Then the bill went to the Senate where Sen. Alan Cranston’s office gave it a try. More changes, more new language.

Same result. At one point the department said no to this proposed version:

“Nothing in this Title shall provide any new authority of the Secretary over land or activities outside the boundaries of the site.” The “secretary” in that sentence refers to the secretary of the Interior, who administers national historic monuments.

Somehow, in this language, the department saw the makings of mischief. But where? By whom?

A mystery. In fairness, it should be pointed out that the department did offer its own compromise proposals during the negotiations. These proposals, in fact, stand as the only clear statement of what the department really wants, and may offer a clue to the mystery.

Charles Warren, executive director of the State Lands Commission, scrutinized the proposals for Cranston, and then offered this: “(They) could have the effect of immunizing it (the department) from regulation under the Clean Water Act, the Clean Air Act, and the public trust doctrine.”

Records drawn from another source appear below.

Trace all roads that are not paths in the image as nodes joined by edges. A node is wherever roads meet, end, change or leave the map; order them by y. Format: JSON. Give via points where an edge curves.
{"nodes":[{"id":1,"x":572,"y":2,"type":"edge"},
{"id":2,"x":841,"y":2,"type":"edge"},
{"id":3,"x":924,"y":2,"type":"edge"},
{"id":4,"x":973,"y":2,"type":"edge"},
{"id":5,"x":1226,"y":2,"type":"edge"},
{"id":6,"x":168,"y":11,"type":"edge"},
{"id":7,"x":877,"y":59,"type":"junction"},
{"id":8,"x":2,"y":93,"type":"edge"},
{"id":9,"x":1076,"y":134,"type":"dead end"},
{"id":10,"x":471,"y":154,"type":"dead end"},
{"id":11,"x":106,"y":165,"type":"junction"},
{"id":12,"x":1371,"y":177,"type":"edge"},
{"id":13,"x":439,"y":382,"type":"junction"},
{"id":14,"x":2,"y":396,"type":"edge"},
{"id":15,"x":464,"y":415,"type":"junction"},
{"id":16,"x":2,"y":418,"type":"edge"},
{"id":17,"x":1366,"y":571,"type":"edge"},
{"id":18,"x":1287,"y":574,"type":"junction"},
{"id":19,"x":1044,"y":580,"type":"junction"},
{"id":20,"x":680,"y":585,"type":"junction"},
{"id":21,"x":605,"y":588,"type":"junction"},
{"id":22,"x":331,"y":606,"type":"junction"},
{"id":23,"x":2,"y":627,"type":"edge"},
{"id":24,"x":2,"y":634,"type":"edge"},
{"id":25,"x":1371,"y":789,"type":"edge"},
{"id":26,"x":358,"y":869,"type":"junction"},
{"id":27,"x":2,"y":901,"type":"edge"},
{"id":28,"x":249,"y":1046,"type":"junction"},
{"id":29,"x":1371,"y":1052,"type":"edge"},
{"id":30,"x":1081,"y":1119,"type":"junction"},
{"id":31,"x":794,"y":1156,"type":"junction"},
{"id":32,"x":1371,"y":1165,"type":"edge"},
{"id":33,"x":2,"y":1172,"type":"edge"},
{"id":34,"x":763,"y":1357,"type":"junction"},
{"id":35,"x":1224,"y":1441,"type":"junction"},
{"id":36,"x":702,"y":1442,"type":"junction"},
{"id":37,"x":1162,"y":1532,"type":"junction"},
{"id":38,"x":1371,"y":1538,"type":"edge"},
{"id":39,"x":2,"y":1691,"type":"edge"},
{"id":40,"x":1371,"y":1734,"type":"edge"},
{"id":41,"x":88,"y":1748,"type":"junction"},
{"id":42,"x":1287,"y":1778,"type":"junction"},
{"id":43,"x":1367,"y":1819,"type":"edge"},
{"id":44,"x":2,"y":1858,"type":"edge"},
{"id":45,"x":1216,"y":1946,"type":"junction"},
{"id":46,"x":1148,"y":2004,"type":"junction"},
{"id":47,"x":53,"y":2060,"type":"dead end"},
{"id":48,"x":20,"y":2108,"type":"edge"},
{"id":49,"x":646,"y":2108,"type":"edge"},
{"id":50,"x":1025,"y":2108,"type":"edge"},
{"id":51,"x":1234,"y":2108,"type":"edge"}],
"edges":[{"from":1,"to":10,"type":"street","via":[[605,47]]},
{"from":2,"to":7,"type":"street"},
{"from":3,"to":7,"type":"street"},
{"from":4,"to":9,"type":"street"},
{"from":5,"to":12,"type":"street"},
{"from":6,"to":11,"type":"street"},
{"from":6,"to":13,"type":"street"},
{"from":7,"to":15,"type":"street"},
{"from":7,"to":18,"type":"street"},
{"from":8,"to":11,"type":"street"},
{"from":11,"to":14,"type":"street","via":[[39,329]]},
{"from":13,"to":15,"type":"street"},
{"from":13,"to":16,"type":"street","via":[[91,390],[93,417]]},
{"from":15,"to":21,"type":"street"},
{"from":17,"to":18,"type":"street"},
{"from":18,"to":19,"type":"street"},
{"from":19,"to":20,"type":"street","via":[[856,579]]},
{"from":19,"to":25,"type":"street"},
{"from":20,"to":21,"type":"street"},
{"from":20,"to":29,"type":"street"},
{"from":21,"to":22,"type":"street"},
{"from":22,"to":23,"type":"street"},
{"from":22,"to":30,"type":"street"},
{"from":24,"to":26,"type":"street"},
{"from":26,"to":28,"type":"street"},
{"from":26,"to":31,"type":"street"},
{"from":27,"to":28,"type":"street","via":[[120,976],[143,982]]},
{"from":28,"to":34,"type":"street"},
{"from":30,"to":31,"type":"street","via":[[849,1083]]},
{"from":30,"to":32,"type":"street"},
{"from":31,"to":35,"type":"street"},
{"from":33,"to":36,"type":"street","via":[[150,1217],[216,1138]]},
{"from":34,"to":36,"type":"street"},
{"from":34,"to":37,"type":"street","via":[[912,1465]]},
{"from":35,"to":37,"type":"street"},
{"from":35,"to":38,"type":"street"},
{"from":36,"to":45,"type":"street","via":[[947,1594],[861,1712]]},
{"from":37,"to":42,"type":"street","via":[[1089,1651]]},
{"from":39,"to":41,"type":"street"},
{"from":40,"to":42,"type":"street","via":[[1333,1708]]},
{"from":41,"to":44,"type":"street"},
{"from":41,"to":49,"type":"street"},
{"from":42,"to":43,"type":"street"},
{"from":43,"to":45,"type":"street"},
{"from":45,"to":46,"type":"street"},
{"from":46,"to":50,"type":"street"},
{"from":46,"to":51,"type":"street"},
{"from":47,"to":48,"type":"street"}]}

In other words, the department appeared to be suggesting an exchange: It would spring Manzanar in return for an exemption from existing environmental laws in the Owens Valley.

This would have constituted no small boon to the department. The valley, you understand, currently suffers from some of the worst dust storms in the nation, thanks largely to the department’s activities. There have been lawsuits, there will be more, and the federal Environmental Protection Agency is leaning on the department to heal some of the valley’s wounds.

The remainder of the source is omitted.